Assignment: Extract only the lines from the start of the entries below to the line with "pinky tip: (360, 195)", inclusive; omit every picture.

Joint position lists:

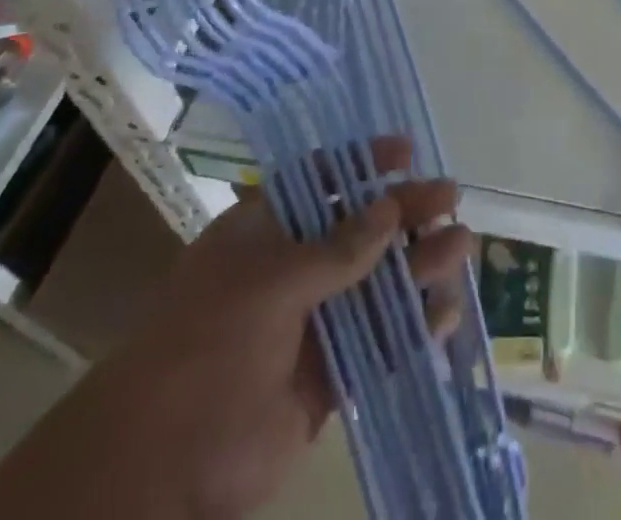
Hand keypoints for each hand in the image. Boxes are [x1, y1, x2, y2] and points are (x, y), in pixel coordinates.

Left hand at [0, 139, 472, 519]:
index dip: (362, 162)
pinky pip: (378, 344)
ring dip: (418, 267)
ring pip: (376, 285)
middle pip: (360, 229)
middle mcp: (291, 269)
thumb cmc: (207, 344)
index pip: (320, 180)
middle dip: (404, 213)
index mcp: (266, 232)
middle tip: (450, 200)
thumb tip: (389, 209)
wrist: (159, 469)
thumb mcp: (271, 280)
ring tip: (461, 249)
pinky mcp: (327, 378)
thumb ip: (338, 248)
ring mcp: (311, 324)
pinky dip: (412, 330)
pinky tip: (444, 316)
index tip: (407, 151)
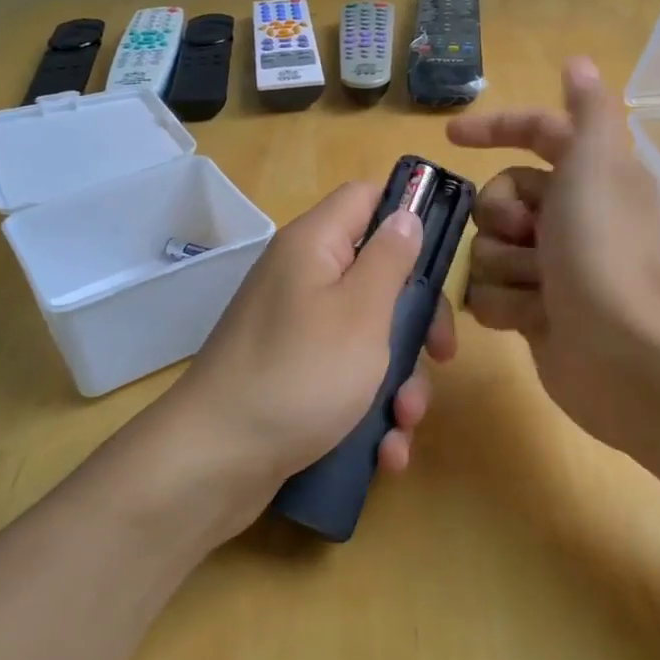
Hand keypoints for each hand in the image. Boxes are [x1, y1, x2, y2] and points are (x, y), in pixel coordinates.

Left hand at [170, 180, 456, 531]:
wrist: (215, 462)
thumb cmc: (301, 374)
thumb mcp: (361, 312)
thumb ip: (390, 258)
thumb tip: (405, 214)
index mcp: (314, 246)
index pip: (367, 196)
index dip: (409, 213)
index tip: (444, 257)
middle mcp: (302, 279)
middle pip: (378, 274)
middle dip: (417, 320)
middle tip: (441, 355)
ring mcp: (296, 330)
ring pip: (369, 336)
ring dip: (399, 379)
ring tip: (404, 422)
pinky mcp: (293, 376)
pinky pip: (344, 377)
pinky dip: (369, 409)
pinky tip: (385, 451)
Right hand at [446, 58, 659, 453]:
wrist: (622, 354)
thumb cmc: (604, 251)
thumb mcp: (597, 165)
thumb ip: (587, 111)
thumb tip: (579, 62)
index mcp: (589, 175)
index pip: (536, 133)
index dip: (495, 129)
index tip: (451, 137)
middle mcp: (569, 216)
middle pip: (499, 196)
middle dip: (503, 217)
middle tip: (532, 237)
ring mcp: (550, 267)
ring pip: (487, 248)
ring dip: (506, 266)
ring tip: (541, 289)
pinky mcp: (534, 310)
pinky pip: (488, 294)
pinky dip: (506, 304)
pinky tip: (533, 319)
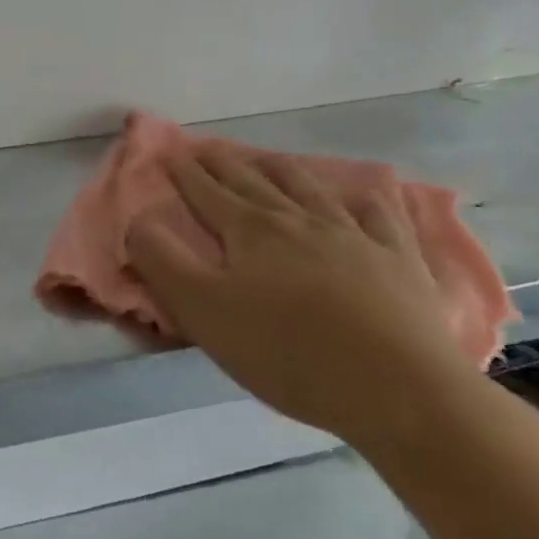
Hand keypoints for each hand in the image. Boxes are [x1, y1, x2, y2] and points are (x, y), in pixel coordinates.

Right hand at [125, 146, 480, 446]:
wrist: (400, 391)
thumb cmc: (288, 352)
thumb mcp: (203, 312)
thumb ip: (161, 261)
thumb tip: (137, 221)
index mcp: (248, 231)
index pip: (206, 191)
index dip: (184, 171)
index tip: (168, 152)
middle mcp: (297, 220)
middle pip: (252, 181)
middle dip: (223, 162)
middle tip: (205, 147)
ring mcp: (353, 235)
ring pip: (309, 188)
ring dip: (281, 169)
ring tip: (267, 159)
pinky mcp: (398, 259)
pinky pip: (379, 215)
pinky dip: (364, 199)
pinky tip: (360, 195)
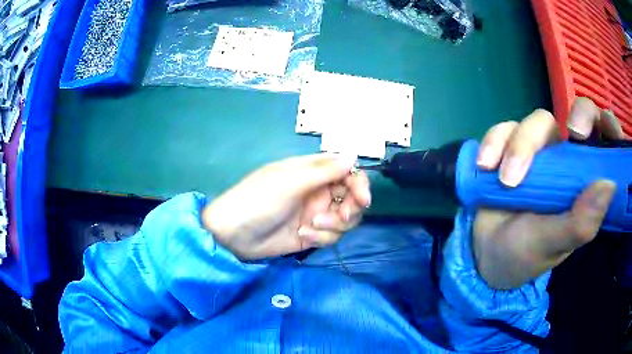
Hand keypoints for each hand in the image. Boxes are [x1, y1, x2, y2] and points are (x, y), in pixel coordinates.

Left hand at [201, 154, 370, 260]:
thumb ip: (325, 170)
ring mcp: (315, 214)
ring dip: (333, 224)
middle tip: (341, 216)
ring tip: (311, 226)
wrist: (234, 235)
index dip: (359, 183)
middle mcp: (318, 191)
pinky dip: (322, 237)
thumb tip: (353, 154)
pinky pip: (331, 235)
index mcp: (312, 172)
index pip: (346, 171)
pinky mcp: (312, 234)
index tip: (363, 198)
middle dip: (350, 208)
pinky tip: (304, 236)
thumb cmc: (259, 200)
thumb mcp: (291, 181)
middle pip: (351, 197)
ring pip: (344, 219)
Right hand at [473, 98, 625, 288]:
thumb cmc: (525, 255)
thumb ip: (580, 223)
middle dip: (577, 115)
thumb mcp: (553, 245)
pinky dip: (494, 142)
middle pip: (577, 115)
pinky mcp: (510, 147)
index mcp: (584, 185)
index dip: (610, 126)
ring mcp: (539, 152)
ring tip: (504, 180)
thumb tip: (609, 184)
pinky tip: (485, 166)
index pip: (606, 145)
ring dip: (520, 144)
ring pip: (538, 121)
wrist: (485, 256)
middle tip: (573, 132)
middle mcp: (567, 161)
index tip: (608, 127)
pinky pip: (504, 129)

Reply:
Hand keypoints for each hand in the image. Boxes are [x1, y1, x2, y2] and points are (x, y), in pixel coordinates.

Left hand at [0, 139, 472, 519]:
index dip: (362, 162)
pinky pip: (378, 344)
ring dip: (418, 267)
ring pip: (376, 285)
middle pip: (360, 229)
middle mcp: (291, 269)
thumb cmc: (207, 344)
index pip: (320, 180)
middle dip: (404, 213)
index mcp: (266, 232)
middle tip: (450, 200)
thumb tip: (389, 209)
wrist: (159, 469)
thumb mcp: (271, 280)
ring tip: (461, 249)
pinky mcp: (327, 378)
thumb ip: (338, 248)
ring mcp: (311, 324)
pinky dip: (412, 330)
pinky tip: (444, 316)
index tip: (407, 151)
Hand keypoints for each hand in the image. Boxes are [x1, y1, x2, y2] and points are (x, y), in pixel coordinates.

Left hand at [170, 180, 456, 531]:
wrist: (215, 462)
thumb cmc: (301, 374)
thumb mcp: (361, 312)
thumb ip: (390, 258)
thumb tip: (405, 214)
index mcp: (314, 246)
index pip: (367, 196)
index dip: (409, 213)
index tip: (444, 257)
middle mcp: (302, 279)
middle pip: (378, 274)
middle dip: (417, 320)
middle tip: (441, 355)
ring mcp: (296, 330)
ring pip: (369, 336)
ring dip: (399, 379)
ring tip: (404, 422)
pinky mcp: (293, 376)
pinky pip: (344, 377)
pinky dip: (369, 409)
pinky tip: (385, 451)
Right hand at [446, 58, 659, 453]:
wrist: (622, 354)
thumb cmc: (604, 251)
thumb mcp: (597, 165)
thumb ip: (587, 111)
thumb tip: (579, 62)
index mcp: (589, 175)
index pip: (536, 133)
index dip: (495, 129)
index tip: (451, 137)
middle mcp: (569, 216)
middle pip: (499, 196)
middle dip: (503, 217)
middle tip: (532, 237)
ring mcp: (550, 267)
ring pip: (487, 248)
ring dip: (506, 266)
ring tip: (541, 289)
pinky mcp: (534, 310)
pinky pip: (488, 294)
pinky dip: (506, 304)
pinky tip: (533, 319)
Hand keypoints for each hand in the image. Boxes are [x1, y1, x2, y2] and points are (x, y), in pixel coordinates.

Right hand at [125, 146, 480, 446]:
wrist: (400, 391)
thumb cmc: (288, 352)
thumb mcp: (203, 312)
thumb ip: (161, 261)
thumb tip: (137, 221)
index mcp: (248, 231)
index pip: (206, 191)
index dip: (184, 171)
index tip: (168, 152)
middle mcp: (297, 220)
middle pip: (252, 181)
middle dip: (223, 162)
middle tip: (205, 147)
ring mcp: (353, 235)
ring pip: (309, 188)
ring dip: (281, 169)
ring tip: (267, 159)
pinky mcp: (398, 259)
pinky pip: (379, 215)
pinky dip: (364, 199)
pinky tip: (360, 195)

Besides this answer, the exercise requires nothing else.